What is Cleantech and How Can It Stop Climate Change

You would struggle today to find anyone unaware of the effects of fossil fuels; from droughts to floods, planet Earth is cracking under the pressure of years of unbridled pollutive energy consumption. The recent IPCC report confirms that climate change is widespread, rapid and intensifying; strong and sustained CO2 emission reductions could limit the effects of climate change, but only with a sincere effort.
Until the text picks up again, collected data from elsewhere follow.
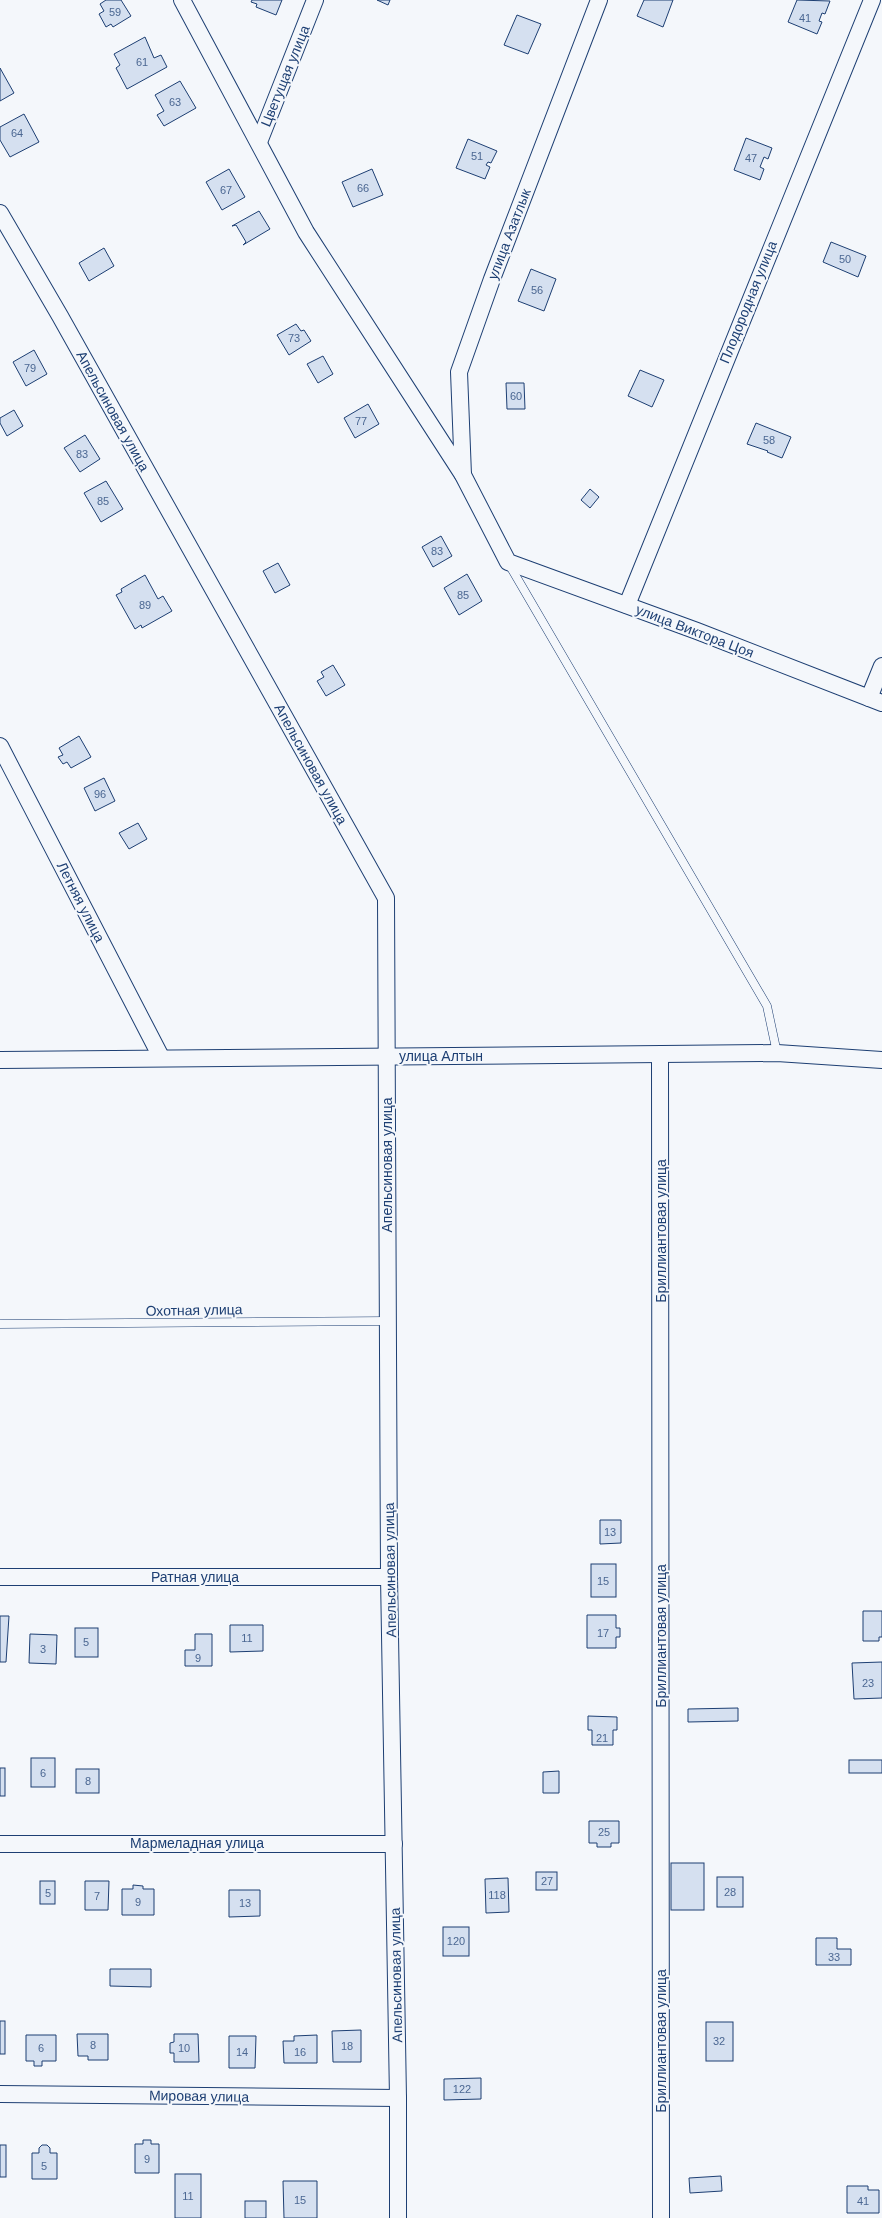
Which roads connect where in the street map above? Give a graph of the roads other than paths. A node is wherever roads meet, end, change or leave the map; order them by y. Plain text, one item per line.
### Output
1 (182, 0) edge
2 (315, 0) edge
3 (599, 0) edge
4 (872, 0) edge
5 (259, 142) junction
6 (0, 213) edge
7 (463, 475) junction
8 (508, 562) junction
9 (627, 605) junction
10 (882, 666) edge
11 (875, 701) edge
12 (0, 746) edge
13 (777, 1053) junction
14 (660, 1055) junction
15 (387, 1056) junction
16 (161, 1057) junction
17 (0, 1060) edge
18 (882, 1060) edge
19 (388, 1321) junction
20 (0, 1324) edge
21 (0, 1577) edge
22 (389, 1577) junction
23 (0, 1844) edge
24 (394, 1844) junction
25 (0, 2094) edge
26 (398, 2098) junction
27 (398, 2218) edge
28 (661, 2218) edge

1 - 5 street
2 - 5 street, Цветущая улица
3 - 7 street, улица Азатлык
4 - 9 street, Плодородная улица
5 - 7 street, Цветущая улица
6 - 15 street, Апельсиновая улица
7 - 8 street, Цветущая улица
8 - 9 street, улица Виктора Цоя
8 - 13 lane
9 - 11 street, улица Виктора Цоя
10 - 11 street
12 - 16 street, Летняя улица
13 - 14 street, улица Алтын
13 - 18 street, улица Алтын
14 - 15 street, улица Алтын
14 - 28 street, Бриллиантовая улица
15 - 16 street, улица Алтын
15 - 19 street, Апельсиновая улица
16 - 17 street, улица Алтын
19 - 20 lane, Охотная улица
19 - 22 street, Апельсиновая улица
21 - 22 street, Ратная улица
22 - 24 street, Апельсиновая улица
23 - 24 street, Мармеладная улица
24 - 26 street, Апельсиновая улица
25 - 26 street, Мировая улица
26 - 27 street, Апельсиновая улица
International collaborations, like the Paris Agreement, and internal legislation, like the UK’s Climate Change Act, have been put in place to secure reductions in CO2 emissions and encourage investment in green energy sources. Cleantech is one of the ways we can meet these goals and effect positive change for the planet we all depend on.

What is cleantech

Cleantech (or clean technology, green technology or GreenTech) is one of the fastest-growing sectors globally. The umbrella term encompasses clean energy, sustainable resources, and environmental protection projects; technological activities from recycling to wind farms is included under the term. 

Cleantech responds to various Sustainable Development Goals set by the UN, by providing innovative technological climate solutions. Research and development (R&D) make these solutions possible. However, R&D is not just about coming up with ground-breaking new ideas, but also improving efficacy, reducing costs and making products and services more accessible. These types of R&D activity will lead to a stronger uptake in cleantech and a quicker recovery from our environmental crisis.

Examples of R&D in cleantech

There are many success stories for R&D in cleantech, many of which are now considered ordinary and have been accepted into wider use globally.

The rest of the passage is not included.